(Records drawn from a dataset)
[Start of Attachment]

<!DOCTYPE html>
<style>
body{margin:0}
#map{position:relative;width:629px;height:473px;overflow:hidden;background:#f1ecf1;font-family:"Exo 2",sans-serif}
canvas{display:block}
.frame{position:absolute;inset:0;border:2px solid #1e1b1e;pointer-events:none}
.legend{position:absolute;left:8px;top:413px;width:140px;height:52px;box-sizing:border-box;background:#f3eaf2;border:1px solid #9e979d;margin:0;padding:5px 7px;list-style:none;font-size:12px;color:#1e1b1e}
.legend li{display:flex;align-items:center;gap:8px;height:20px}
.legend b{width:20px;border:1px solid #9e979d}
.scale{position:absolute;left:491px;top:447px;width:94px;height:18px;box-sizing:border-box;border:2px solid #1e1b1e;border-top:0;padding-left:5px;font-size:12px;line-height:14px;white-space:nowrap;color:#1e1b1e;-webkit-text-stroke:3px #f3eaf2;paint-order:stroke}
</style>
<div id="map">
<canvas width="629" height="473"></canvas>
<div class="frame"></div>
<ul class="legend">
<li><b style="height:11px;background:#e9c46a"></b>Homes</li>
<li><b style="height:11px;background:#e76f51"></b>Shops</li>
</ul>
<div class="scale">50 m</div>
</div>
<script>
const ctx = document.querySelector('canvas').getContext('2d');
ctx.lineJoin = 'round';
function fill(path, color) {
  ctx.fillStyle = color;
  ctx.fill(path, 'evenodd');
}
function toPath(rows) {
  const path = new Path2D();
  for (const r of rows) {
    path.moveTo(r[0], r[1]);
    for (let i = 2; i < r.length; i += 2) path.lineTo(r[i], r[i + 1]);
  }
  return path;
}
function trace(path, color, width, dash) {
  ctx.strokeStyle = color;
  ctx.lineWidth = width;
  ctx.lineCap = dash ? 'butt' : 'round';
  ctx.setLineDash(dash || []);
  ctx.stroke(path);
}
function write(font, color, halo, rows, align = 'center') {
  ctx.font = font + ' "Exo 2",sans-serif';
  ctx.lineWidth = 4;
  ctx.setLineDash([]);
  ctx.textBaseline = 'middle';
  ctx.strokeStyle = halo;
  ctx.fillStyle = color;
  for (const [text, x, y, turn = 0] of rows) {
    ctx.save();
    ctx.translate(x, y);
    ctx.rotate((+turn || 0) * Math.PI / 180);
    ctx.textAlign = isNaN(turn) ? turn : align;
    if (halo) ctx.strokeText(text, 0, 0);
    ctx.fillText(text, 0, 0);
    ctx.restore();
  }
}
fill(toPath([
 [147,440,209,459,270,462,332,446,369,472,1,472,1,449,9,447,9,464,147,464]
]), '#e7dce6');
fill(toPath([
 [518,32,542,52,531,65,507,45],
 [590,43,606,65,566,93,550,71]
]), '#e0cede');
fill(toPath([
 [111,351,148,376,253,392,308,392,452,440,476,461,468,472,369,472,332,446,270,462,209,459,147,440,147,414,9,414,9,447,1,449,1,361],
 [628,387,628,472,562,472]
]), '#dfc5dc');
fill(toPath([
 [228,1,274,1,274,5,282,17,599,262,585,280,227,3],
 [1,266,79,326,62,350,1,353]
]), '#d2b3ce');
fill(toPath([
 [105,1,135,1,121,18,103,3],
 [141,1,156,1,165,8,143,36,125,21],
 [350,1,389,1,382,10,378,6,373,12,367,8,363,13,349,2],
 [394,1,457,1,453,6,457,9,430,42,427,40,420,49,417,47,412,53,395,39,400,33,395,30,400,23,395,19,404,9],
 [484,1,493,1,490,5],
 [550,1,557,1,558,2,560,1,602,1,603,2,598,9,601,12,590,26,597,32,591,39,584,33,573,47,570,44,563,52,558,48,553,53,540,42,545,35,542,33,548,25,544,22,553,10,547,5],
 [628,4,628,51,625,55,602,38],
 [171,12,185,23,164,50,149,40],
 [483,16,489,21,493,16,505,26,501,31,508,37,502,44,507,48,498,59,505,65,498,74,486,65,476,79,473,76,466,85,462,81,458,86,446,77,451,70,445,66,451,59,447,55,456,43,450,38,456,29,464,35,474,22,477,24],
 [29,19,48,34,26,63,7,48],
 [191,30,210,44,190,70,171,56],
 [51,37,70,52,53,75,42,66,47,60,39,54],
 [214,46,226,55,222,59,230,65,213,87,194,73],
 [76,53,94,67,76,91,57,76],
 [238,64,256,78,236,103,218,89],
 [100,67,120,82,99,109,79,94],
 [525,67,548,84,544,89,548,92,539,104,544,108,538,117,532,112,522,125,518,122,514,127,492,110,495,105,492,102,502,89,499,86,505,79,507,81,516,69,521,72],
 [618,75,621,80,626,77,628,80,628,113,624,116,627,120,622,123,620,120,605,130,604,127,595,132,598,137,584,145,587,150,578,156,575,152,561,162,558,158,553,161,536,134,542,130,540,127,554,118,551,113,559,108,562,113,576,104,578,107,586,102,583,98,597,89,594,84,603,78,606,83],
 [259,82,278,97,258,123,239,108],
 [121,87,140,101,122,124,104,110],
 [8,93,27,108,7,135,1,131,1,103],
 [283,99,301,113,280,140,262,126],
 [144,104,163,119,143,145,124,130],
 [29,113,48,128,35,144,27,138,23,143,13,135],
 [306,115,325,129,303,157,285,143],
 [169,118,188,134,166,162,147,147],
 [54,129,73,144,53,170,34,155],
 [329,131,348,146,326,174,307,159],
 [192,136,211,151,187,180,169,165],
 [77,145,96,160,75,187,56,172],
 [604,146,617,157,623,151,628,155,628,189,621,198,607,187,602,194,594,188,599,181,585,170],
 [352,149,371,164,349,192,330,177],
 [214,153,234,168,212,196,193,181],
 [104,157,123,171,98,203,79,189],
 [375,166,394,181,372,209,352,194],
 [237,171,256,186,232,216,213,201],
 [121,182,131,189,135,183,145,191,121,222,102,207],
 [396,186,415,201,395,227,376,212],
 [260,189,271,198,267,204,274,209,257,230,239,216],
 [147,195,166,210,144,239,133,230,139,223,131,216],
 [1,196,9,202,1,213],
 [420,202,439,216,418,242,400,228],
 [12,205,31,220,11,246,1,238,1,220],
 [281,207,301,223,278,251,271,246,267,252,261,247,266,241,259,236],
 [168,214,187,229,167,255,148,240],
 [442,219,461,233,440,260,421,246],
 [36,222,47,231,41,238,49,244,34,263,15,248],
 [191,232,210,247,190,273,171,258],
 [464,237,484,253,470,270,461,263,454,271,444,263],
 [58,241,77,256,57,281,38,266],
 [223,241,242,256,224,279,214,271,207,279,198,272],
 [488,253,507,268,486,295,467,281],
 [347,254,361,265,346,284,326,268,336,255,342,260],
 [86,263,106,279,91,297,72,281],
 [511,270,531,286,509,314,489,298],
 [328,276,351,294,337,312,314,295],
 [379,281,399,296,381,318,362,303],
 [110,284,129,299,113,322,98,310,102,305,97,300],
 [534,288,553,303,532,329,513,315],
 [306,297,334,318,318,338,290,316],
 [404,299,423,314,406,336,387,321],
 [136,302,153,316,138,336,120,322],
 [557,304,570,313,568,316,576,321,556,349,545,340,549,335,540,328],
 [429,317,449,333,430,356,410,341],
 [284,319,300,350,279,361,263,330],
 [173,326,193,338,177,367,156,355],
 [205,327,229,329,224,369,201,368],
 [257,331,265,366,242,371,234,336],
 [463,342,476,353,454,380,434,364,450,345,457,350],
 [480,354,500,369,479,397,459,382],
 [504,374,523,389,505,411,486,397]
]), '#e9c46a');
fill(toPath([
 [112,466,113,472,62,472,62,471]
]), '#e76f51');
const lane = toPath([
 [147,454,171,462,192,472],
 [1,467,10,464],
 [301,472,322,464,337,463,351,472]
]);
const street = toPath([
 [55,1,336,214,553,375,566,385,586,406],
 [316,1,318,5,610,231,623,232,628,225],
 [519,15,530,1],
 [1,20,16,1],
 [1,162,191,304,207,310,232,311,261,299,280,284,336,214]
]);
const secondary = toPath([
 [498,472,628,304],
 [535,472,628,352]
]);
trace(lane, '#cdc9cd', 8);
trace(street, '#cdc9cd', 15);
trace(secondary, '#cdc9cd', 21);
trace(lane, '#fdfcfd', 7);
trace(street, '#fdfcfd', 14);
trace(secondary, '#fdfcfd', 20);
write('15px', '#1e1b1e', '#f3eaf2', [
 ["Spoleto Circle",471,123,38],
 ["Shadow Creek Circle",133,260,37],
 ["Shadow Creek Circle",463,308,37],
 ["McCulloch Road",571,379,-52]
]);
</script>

[End of Attachment]

Return, from the data, each line where the string "setLineDash" occurs.

Solution below ->
  ctx.setLineDash(dash || []);
  ctx.setLineDash([]);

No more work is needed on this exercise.